Sosai Masutatsu Oyama
Founder of Kyokushin Karate
1923-1994

"Karate, properly viewed, is
a way of perfecting character"

Masutatsu Oyama was born in Wa-Ryong-Ri Yong-chi-Myo'n Chul Na Do Korea in 1923, and completed middle school in Seoul. In 1938, when he was 12 years old, he came to Japan to live, where in 1941, he entered the Tokyo Takushoku University. Oyama had mastered the Eighteen Techniques of Chinese kempo while he was still in his homeland. When he came to Japan, he became a pupil of Gichin Funakoshi, the man who introduced karate into Japan, and soon achieved the status of a second-grade (dan) karate master. He interrupted his college education when he was drafted into the military in 1943, but he continued his karate studies with Sodeiju, then karate instructor at the Goju school. By the time the war was over, he had become a fourth-grade karate master.

In 1947, after he had won the All-Japan Karate Tournament, he resolved to live his life in the way of karate and determined to follow the doctrines of its way. After 1948, for a full three years, he secluded himself from human society, devoting himself completely to a life according to the precept of zen. He lived in temples and in the mountains and subjected himself to the disciplines of the martial arts both night and day.
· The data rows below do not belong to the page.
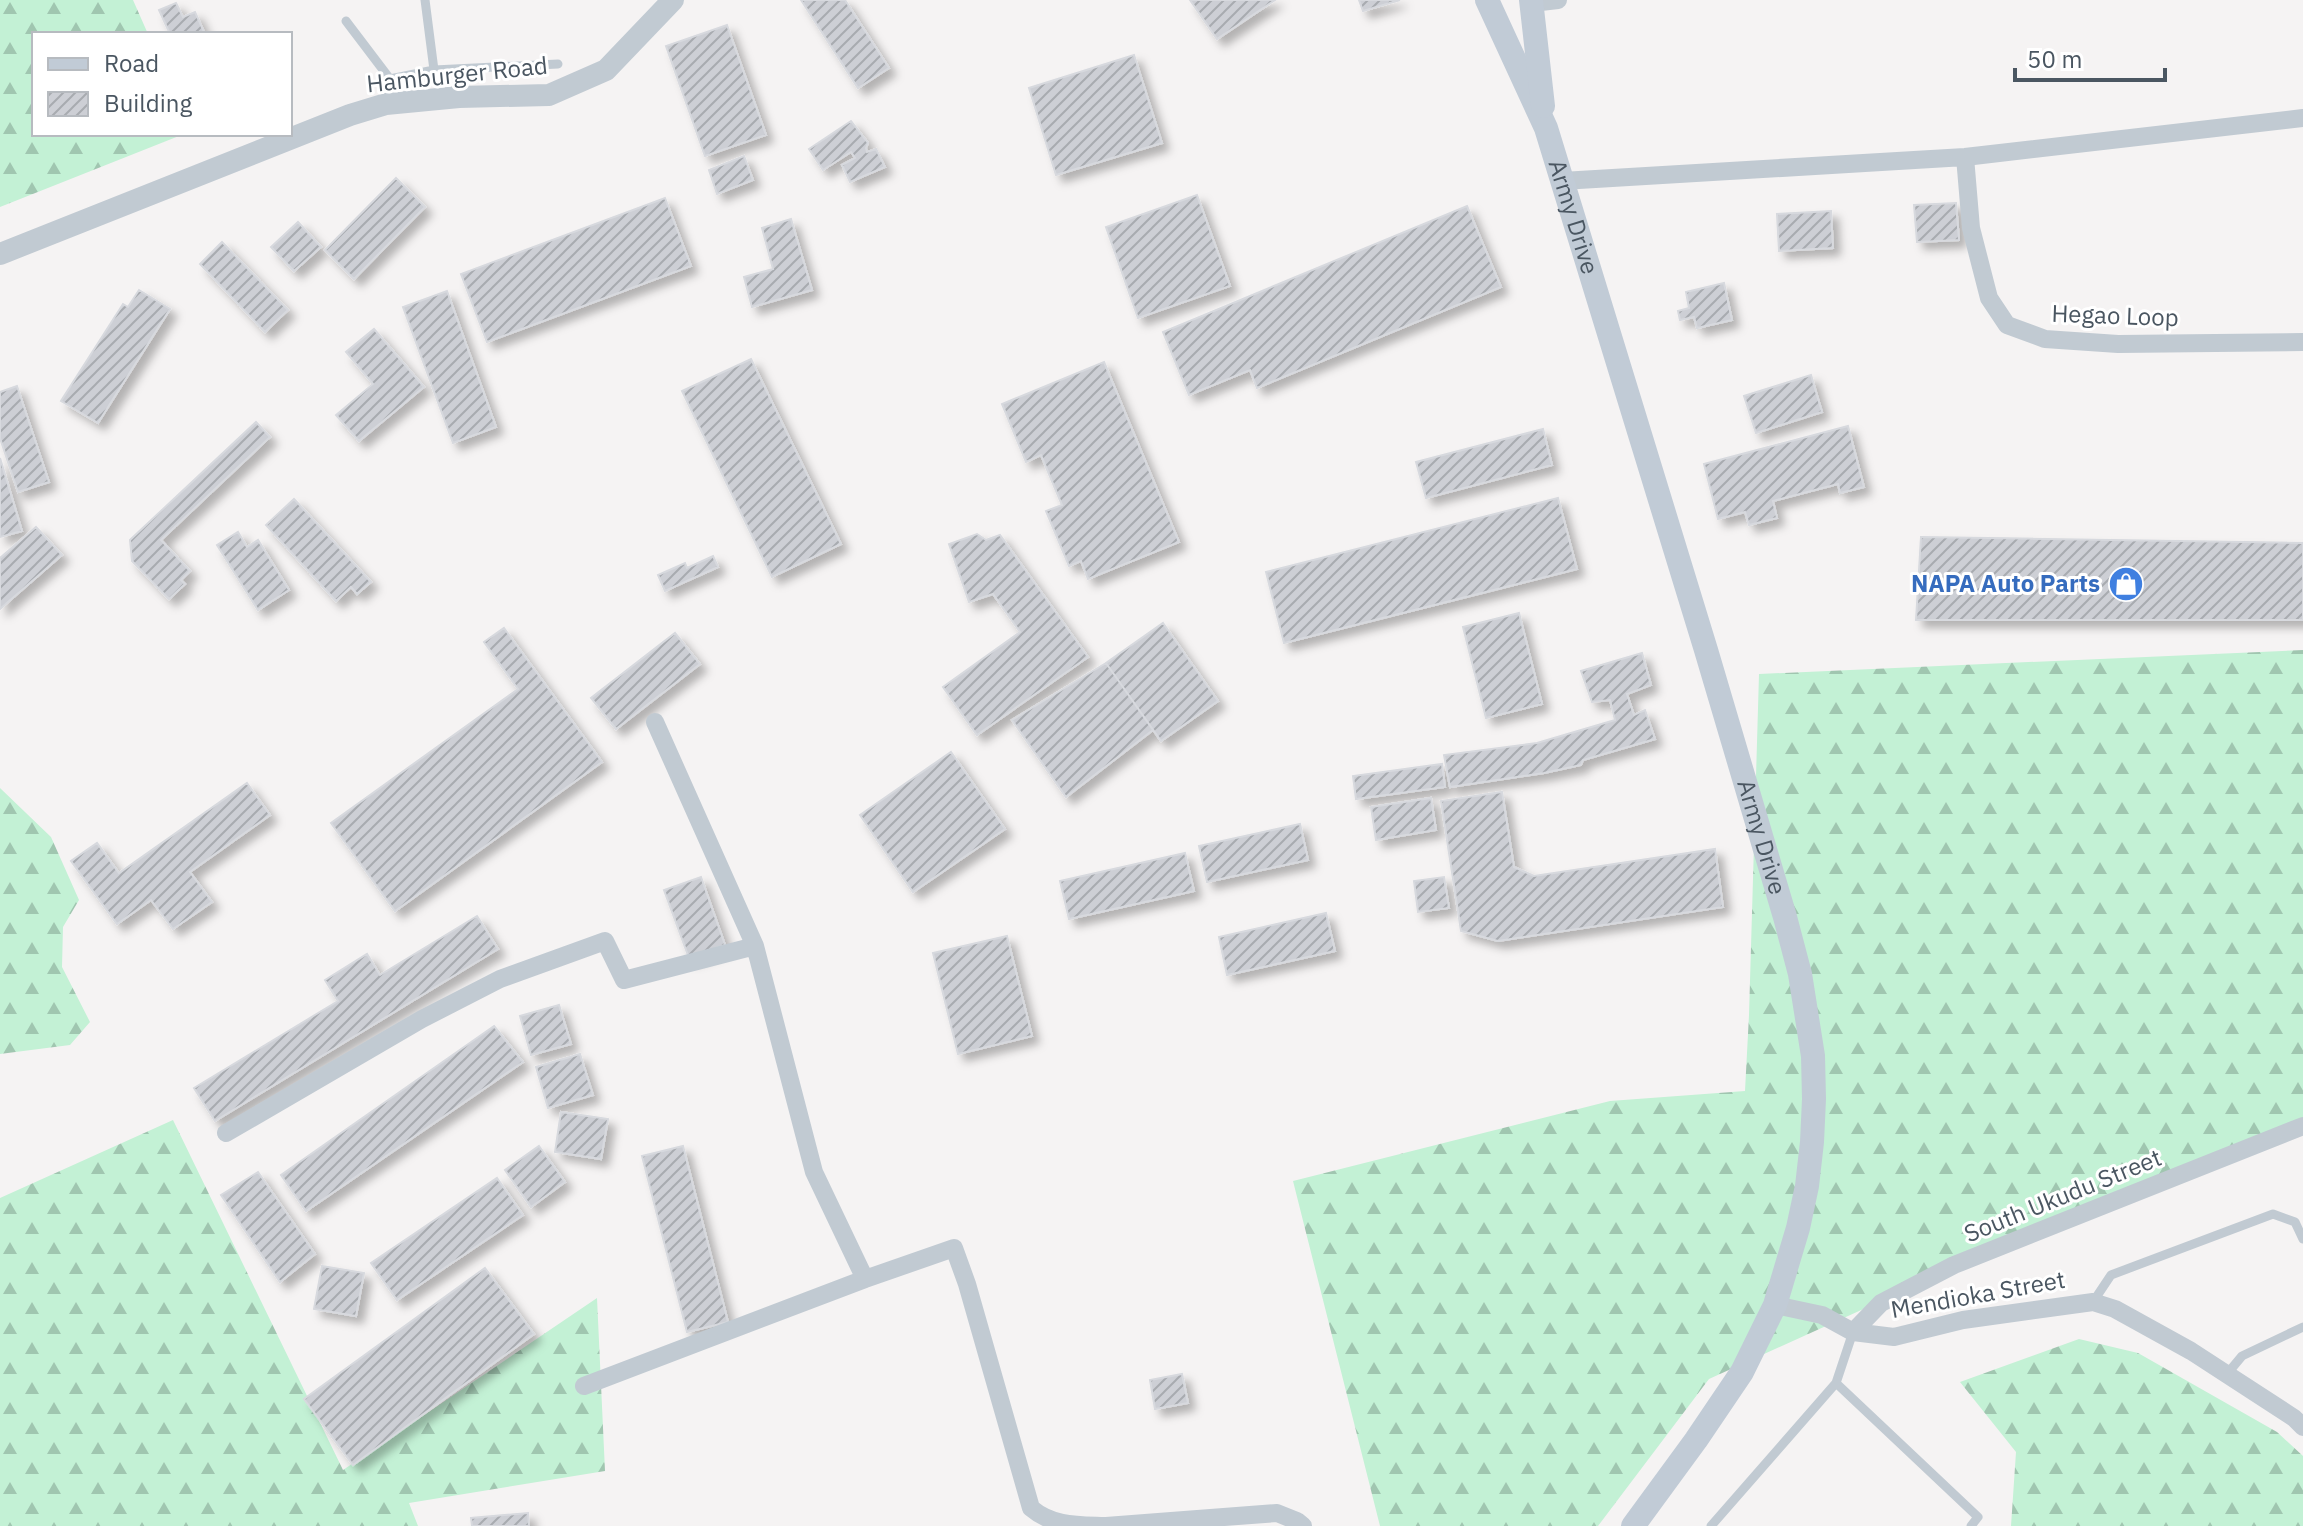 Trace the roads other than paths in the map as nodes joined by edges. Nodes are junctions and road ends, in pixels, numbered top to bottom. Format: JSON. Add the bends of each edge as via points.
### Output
{"nodes":[{"id":1,"x":425,"y":0,"type":"edge"},
{"id":2,"x":673,"y":0,"type":"edge"},
{"id":3,"x":1487,"y":0,"type":"edge"},
{"id":4,"x":1558,"y":0,"type":"edge"},
{"id":5,"x":1531,"y":2,"type":"edge"},
{"id":6,"x":346,"y":21,"type":"dead end"},
{"id":7,"x":558,"y":64,"type":"dead end"},
{"id":8,"x":434,"y":70,"type":"junction"},
{"id":9,"x":390,"y":79,"type":"junction"},
{"id":10,"x":393,"y":104,"type":"junction"},
{"id":11,"x":2303,"y":118,"type":"edge"},
{"id":12,"x":1546,"y":128,"type":"junction"},
{"id":13,"x":1965,"y":157,"type":"junction"},
{"id":14,"x":1562,"y":181,"type":"junction"},
{"id":15,"x":0,"y":254,"type":"edge"},
{"id":16,"x":2303,"y":342,"type":"edge"},
{"id":17,"x":655,"y":722,"type":"dead end"},
{"id":18,"x":755,"y":946,"type":"junction"},
{"id":19,"x":2303,"y":1126,"type":"edge"},
{"id":20,"x":226,"y":1133,"type":"dead end"},
{"id":21,"x":2303,"y":1239,"type":"edge"},
{"id":22,"x":865,"y":1279,"type":"junction"},
{"id":23,"x":2093,"y":1302,"type":"junction"},
{"id":24,"x":1775,"y":1305,"type":"junction"},
{"id":25,"x":2303,"y":1327,"type":"edge"},
{"id":26,"x":1853,"y":1332,"type":"junction"},
{"id":27,"x":2227,"y":1374,"type":"junction"},
{"id":28,"x":1836,"y":1383,"type":"junction"},
{"id":29,"x":584,"y":1386,"type":"dead end"},
{"id":30,"x":2303,"y":1427,"type":"edge"},
{"id":31,"x":1105,"y":1526,"type":"edge"},
{"id":32,"x":1303,"y":1526,"type":"edge"},
{"id":33,"x":1633,"y":1526,"type":"edge"},
{"id":34,"x":1711,"y":1526,"type":"edge"},
{"id":35,"x":1971,"y":1526,"type":"edge"}],
"edges":[{"from":1,"to":8,"type":"lane"},
{"from":2,"to":10,"type":"street","name":"Hamburger Road","via":[[606,70],[549,95]]},
{"from":3,"to":12,"type":"main road","name":"Army Drive"},
{"from":4,"to":5,"type":"street"},
{"from":5,"to":12,"type":"main road","name":"Army Drive"},
{"from":6,"to":9,"type":"lane"},
{"from":7,"to":8,"type":"lane"},
{"from":8,"to":9,"type":"lane"},
{"from":9,"to":10,"type":"lane"},
{"from":10,"to":15,"type":"street","name":"Hamburger Road","via":[[350,115]]},
{"from":11,"to":13,"type":"street"},
{"from":12,"to":14,"type":"main road","name":"Army Drive"},
{"from":13,"to":14,"type":"street"},
{"from":13,"to":16,"type":"street","name":"Hegao Loop","via":[[1971,228],[1989,298],[2007,325],[2045,339],[2118,344]]},
{"from":14,"to":24,"type":"main road","name":"Army Drive","via":[[1800,974],[1813,1056],[1812,1142],[1798,1228]]},
{"from":17,"to":18,"type":"street"},
{"from":18,"to":20,"type":"street","via":[[624,980],[605,941],[500,979]]},
{"from":18,"to":22,"type":"street","via":[[814,1172]]},
{"from":19,"to":26,"type":"street","name":"South Ukudu Street","via":[[1954,1265],[1881,1303]]},
{"from":21,"to":23,"type":"lane","via":[[2295,1222],[2273,1214],[2111,1275]]},
{"from":22,"to":29,"type":"street"},
{"from":22,"to":31,"type":"street","via":[[954,1248],[1031,1508],[1063,1524]]},
{"from":23,"to":26,"type":"street","name":"Mendioka Street","via":[[1963,1320],[1894,1337]]},
{"from":23,"to":27,"type":"street","name":"Mendioka Street","via":[[2115,1309]]},
{"from":24,"to":26,"type":"street","name":"Mendioka Street","via":[[1822,1315]]},
{"from":24,"to":33,"type":"main road","name":"Army Drive","via":[[1742,1372]]},
{"from":25,"to":27,"type":"lane","via":[[2242,1356]]},
{"from":26,"to":28,"type":"lane"},
{"from":27,"to":30,"type":"street","name":"Mendioka Street"},
{"from":28,"to":34,"type":"lane"},
{"from":28,"to":35,"type":"lane","via":[[1978,1517]]},
{"from":31,"to":32,"type":"street","via":[[1265,1513]]}]} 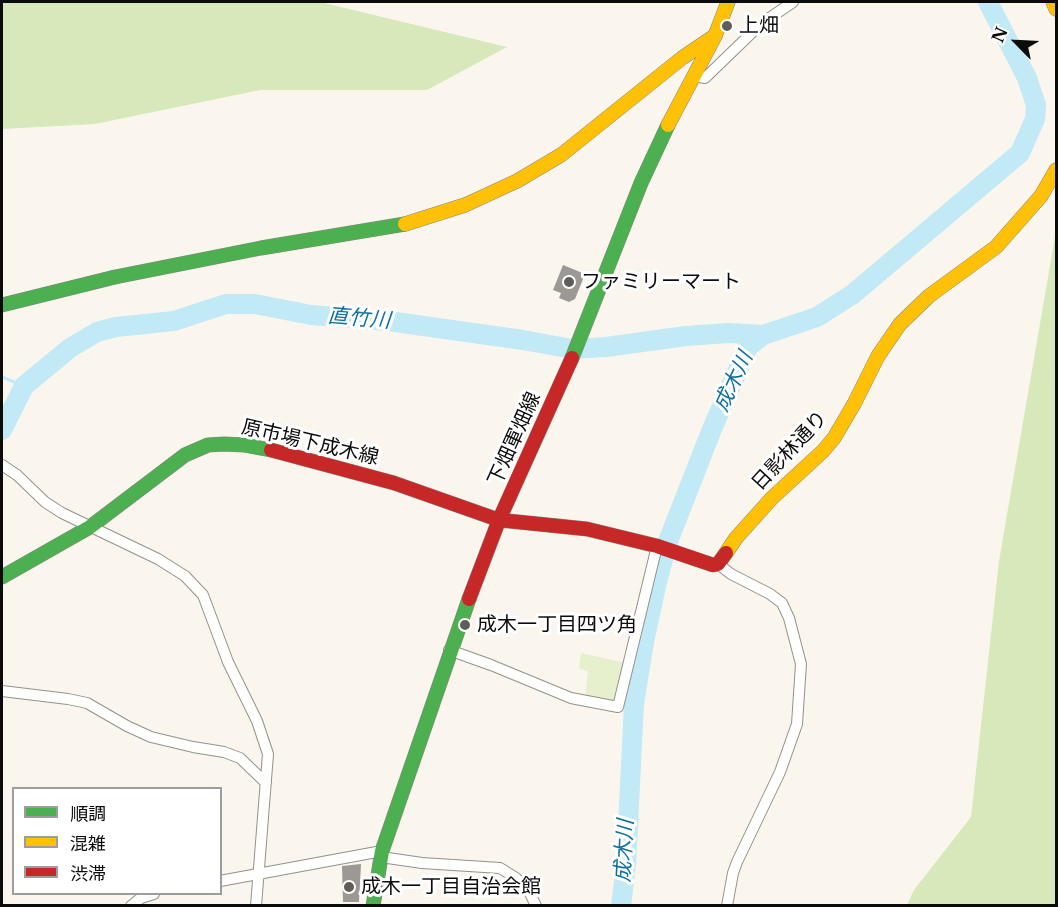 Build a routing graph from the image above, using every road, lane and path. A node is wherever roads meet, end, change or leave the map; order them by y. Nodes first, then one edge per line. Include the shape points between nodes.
1 (728, 2) edge
2 (793, 2) edge
3 (1053, 2) edge
4 (1056, 9) edge
5 (715, 36) junction
6 (694, 76) junction
7 (1056, 170) edge
8 (2, 305) edge
9 (2, 465) edge
10 (499, 519) junction
11 (90, 527) junction
12 (658, 546) junction
13 (718, 564) junction
14 (2, 577) edge
15 (449, 650) junction
16 (2, 692) edge
17 (266, 783) junction
18 (382, 854) junction
19 (259, 874) junction
20 (222, 882) edge
21 (151, 895) edge
22 (131, 906) edge
23 (256, 906) edge
24 (373, 906) edge
25 (536, 906) edge
26 (728, 906) edge

1 - 5 street, 下畑軍畑線
2 - 6 street via 762,23 705,78
3 - 4 street
5 - 6 street, 下畑軍畑線
5 - 8 street via 561,155 465,206 393,227 261,248
6 - 10 street, 下畑軍畑線 via 641,183 584,332
7 - 13 street, 日影林通り via 1041,196 996,247 929,296 900,324 878,356 834,438 772,498
9 - 11 street via 45,502
10 - 11 street, 原市場下成木線 via 394,483 270,450 224,444 208,445 184,455
10 - 12 street via 587,529
10 - 15 street, 下畑軍畑線
11 - 14 street, 原市場下成木線
11 - 17 street via 158,559 185,576 203,595 228,662 257,721 268,754
12 - 13 street
12 - 15 street via 618,707 571,698
13 - 26 street via 782,603 801,664 797,724 780,772 737,862
15 - 18 street, 下畑軍畑線
16 - 17 street via 87,703 152,737 232,754
17 - 19 street
18 - 19 street
18 - 24 street, 下畑軍畑線
18 - 25 street via 422,863 500,868 529,891
19 - 20 street
19 - 23 street
21 - 22 street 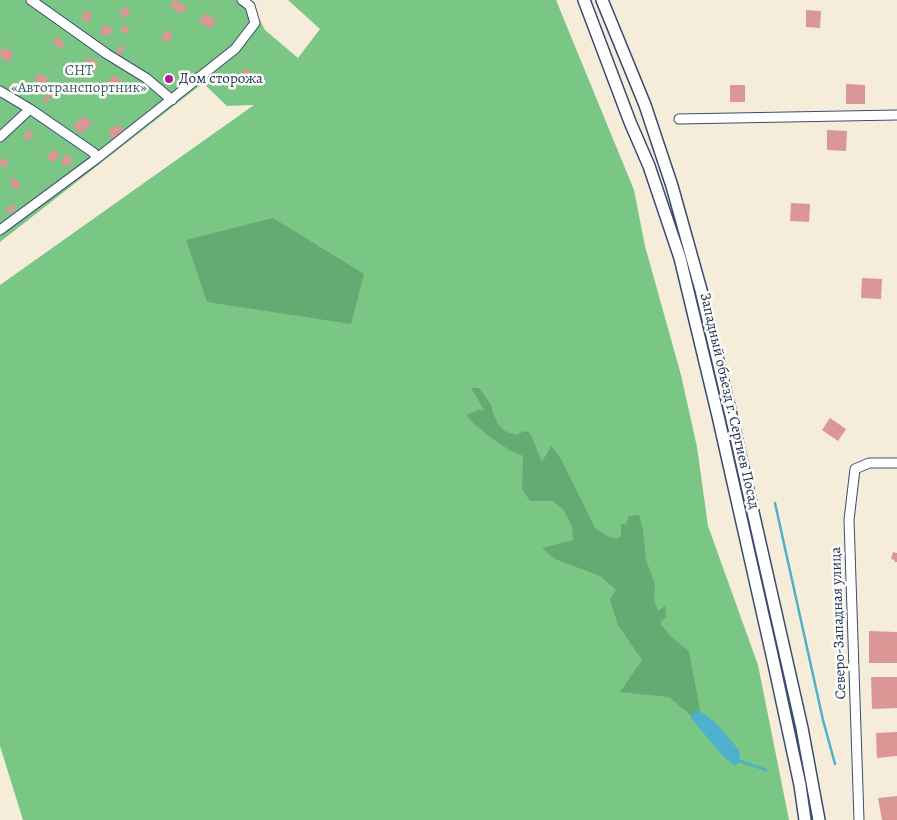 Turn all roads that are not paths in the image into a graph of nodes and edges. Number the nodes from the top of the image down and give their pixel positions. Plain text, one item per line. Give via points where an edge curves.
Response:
1 (31, 0) edge
2 (242, 0) edge
3 (584, 0) edge
4 (602, 0) edge
5 (0, 91) edge
6 (172, 100) junction
7 (30, 109) junction
8 (897, 115) edge
9 (679, 119) dead end
10 (0, 137) edge
11 (96, 159) junction
12 (0, 230) edge
13 (897, 463) edge
14 (805, 820) edge
15 (819, 820) edge
16 (859, 820) edge

1 - 6 street via 146,78
2 - 6 street via 250,6 255,23 235,49
3 - 14 main road, Западный объезд г. Сергиев Посад via 680,258 765,627
4 - 15 main road, Западный объезд г. Сергиев Посад via 645,105 701,290 802,728
5 - 7 street
6 - 11 street
7 - 10 street
7 - 11 street via 94,153
8 - 9 street
11 - 12 street
13 - 16 street, Северо-Западная улица via 869,463 855,469 849,520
Through such rigorous training as seated meditation under waterfalls, struggles with wild animals, and smashing trees and stones with his bare hands, Oyama refined not only his doctrine of karate but also his own mind and body. When he had completed this course of rigid discipline, his self-confidence returned to him.

In 1951, he returned to civilization from his mountain retreat to teach the true meaning of karate to the world. His amazing techniques, manifested most dramatically in his ability to rip the horns from bulls, caused a sensation in the karate world. The renown of Oyama karate flashed abroad with such speed that a training hall soon became necessary for the many students clamoring to be trained in the Oyama way.

Oyama's 1952 karate tour of thirty-two of the United States met with great success. In l956, he toured Southeast Asia, and in 1962, starting in Europe, he went around the entire world establishing training halls for the Oyama karate method. In 1958, Oyama published his first karate guide book, "What is Karate?" In Japan, the first Oyama training hall, the Kyokushinkai Kan, opened in 1955, and in 1964 a new five-story hall, with Prime Minister Eisaku Sato as honorary chairman, began carrying on the master's training program.

[Excerpted from This Is Karate, Japan Publications Trading Company, revised edition, December 1973.]


The great Mas Oyama passed away in April of 1994, at 71 years of age. Upon his death, the leadership of Oyama's International Karate Organization (IKO), Kyokushinkai-kan, fractured into a number of divisions and independent organizations. While the IKO continues to remain a large and viable organization, kyokushin karateka will probably never again be so united as they were under Oyama Sosai. Oyama was one of the "old masters" of karate and his contributions to the martial arts shall remain legendary.